#### [What is being asked]
Search the data below for the word "Nezafet" and copy each line that holds it.

#### [Record extracts]
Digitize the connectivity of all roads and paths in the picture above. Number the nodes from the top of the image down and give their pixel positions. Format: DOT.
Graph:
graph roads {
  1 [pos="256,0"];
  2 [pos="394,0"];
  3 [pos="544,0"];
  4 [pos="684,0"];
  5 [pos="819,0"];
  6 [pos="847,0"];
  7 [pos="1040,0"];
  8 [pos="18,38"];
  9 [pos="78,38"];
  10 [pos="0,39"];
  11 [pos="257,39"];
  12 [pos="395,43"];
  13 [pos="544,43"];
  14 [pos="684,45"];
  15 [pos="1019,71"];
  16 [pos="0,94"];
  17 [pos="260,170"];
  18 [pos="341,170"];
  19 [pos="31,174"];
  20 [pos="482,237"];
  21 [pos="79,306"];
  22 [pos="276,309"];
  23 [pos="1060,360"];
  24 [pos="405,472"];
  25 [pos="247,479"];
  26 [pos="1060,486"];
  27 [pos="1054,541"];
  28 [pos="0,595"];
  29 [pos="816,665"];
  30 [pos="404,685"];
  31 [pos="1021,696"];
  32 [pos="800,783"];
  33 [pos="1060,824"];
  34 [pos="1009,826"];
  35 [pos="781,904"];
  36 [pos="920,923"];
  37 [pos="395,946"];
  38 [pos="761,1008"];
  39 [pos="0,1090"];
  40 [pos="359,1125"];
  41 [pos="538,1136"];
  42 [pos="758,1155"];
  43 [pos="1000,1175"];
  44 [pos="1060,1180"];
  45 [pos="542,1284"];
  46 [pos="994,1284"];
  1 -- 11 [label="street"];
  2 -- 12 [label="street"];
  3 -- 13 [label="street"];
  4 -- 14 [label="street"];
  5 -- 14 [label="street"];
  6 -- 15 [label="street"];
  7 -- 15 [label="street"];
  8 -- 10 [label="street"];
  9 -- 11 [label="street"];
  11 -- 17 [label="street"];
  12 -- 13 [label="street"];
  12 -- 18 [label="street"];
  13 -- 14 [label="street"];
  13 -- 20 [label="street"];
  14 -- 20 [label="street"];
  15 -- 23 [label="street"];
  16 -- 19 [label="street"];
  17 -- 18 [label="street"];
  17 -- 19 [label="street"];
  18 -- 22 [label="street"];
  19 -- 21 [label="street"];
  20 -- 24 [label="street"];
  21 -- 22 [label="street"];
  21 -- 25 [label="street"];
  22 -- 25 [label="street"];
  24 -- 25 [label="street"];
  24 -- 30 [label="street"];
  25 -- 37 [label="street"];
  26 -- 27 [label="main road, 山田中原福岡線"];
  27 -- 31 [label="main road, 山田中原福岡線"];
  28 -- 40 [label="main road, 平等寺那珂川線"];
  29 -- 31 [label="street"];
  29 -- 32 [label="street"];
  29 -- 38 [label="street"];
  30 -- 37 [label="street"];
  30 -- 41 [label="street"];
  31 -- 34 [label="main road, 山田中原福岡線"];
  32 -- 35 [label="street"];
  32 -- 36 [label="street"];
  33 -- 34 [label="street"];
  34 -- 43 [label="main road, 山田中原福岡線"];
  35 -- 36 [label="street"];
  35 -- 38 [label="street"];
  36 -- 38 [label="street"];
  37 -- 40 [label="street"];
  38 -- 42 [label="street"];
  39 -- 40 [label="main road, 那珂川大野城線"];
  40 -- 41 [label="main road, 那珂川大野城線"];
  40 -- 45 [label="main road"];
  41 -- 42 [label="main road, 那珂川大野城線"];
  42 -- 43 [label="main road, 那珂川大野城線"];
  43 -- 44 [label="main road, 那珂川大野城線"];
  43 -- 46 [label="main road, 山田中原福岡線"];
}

---

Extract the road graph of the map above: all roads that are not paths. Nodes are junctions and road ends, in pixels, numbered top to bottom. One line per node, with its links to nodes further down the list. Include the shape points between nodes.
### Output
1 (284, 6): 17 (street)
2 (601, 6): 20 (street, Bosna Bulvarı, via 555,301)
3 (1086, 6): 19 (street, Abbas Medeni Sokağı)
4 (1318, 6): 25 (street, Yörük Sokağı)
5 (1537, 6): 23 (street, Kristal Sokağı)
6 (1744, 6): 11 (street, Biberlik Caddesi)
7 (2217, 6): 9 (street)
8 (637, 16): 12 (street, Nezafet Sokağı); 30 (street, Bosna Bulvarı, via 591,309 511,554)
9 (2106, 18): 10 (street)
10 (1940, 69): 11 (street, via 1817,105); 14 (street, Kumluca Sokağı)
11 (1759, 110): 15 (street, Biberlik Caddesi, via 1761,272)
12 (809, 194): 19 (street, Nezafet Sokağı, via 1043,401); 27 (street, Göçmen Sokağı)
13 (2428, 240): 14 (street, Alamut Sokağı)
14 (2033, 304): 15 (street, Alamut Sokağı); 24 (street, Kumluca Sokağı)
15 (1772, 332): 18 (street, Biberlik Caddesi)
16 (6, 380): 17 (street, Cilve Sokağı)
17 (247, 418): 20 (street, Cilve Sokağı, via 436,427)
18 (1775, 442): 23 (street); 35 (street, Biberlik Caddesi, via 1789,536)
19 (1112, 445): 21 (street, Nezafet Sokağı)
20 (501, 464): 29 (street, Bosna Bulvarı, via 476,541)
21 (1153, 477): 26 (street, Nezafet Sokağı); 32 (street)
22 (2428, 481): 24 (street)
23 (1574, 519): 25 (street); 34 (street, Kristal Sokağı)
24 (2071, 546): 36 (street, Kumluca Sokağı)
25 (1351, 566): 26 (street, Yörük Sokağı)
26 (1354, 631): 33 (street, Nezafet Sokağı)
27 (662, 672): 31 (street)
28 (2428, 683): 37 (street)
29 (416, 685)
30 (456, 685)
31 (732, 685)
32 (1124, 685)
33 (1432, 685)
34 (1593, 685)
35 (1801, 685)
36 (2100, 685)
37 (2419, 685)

* * *

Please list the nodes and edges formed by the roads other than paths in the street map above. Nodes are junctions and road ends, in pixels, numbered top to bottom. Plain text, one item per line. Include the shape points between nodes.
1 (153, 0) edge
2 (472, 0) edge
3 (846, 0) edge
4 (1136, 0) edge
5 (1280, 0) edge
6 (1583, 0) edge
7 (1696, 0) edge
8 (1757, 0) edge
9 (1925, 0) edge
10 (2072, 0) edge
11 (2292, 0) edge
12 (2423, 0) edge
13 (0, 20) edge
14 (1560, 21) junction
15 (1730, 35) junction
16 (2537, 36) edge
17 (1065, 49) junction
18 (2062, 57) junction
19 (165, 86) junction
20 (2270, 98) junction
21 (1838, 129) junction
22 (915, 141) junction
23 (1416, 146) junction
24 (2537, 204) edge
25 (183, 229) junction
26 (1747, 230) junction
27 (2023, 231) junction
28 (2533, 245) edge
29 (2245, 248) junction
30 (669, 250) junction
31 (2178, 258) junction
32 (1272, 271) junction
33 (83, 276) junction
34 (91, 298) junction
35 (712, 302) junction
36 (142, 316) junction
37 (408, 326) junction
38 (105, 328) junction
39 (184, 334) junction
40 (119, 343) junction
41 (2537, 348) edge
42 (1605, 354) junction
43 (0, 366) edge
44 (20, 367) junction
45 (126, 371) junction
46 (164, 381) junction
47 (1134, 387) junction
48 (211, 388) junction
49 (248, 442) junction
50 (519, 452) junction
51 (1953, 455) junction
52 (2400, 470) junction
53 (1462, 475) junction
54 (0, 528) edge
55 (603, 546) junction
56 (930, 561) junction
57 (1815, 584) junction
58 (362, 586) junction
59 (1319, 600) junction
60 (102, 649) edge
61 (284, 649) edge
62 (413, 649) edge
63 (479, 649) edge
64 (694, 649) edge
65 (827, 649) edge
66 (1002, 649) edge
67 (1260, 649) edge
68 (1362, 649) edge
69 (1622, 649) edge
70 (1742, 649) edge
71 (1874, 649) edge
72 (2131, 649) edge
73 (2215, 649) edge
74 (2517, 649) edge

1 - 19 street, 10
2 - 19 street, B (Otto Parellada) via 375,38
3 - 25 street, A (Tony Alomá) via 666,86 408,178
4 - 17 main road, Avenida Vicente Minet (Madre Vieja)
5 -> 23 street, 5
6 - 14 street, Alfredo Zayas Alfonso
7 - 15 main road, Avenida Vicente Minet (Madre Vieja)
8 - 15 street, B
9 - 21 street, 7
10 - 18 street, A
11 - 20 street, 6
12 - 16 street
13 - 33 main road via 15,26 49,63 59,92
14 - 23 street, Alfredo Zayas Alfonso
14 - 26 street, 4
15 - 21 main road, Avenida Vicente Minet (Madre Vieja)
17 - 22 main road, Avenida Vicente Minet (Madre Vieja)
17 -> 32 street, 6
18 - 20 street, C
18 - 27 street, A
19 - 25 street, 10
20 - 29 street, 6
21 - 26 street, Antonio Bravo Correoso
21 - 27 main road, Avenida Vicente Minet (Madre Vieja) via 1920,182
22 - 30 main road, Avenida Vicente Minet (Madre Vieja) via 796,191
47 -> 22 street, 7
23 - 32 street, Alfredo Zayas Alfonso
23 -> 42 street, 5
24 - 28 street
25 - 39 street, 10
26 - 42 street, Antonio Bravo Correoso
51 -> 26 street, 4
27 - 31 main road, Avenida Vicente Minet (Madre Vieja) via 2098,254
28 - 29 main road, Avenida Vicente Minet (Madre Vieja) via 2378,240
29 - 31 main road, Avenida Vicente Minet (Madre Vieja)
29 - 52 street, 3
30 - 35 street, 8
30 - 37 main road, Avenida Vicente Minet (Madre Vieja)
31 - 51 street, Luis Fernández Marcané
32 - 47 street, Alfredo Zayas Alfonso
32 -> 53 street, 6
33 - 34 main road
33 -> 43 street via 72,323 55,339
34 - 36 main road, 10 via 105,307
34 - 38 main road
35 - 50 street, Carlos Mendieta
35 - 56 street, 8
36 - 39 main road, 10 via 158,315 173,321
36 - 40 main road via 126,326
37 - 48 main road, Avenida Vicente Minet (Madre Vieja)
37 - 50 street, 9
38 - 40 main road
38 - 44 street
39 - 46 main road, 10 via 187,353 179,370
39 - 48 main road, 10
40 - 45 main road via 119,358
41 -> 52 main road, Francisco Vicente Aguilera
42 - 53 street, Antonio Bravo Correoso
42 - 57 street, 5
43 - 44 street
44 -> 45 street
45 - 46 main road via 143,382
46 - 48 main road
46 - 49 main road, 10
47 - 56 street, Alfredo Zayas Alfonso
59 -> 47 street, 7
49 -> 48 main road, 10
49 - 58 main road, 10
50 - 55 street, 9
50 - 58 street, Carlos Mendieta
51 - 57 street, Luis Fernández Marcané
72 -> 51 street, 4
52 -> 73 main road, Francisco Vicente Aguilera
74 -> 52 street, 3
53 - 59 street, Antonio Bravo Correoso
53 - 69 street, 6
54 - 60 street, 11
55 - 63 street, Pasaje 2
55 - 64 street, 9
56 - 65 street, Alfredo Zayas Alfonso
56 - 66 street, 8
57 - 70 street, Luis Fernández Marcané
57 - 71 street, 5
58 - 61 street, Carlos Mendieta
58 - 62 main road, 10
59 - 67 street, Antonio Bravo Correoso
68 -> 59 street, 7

#### [Task solution]
8 (637, 16): 12 (street, Nezafet Sokağı); 30 (street, Bosna Bulvarı, via 591,309 511,554)
12 (809, 194): 19 (street, Nezafet Sokağı, via 1043,401); 27 (street, Göçmen Sokağı)
19 (1112, 445): 21 (street, Nezafet Sokağı)
21 (1153, 477): 26 (street, Nezafet Sokağı); 32 (street)
26 (1354, 631): 33 (street, Nezafet Sokağı)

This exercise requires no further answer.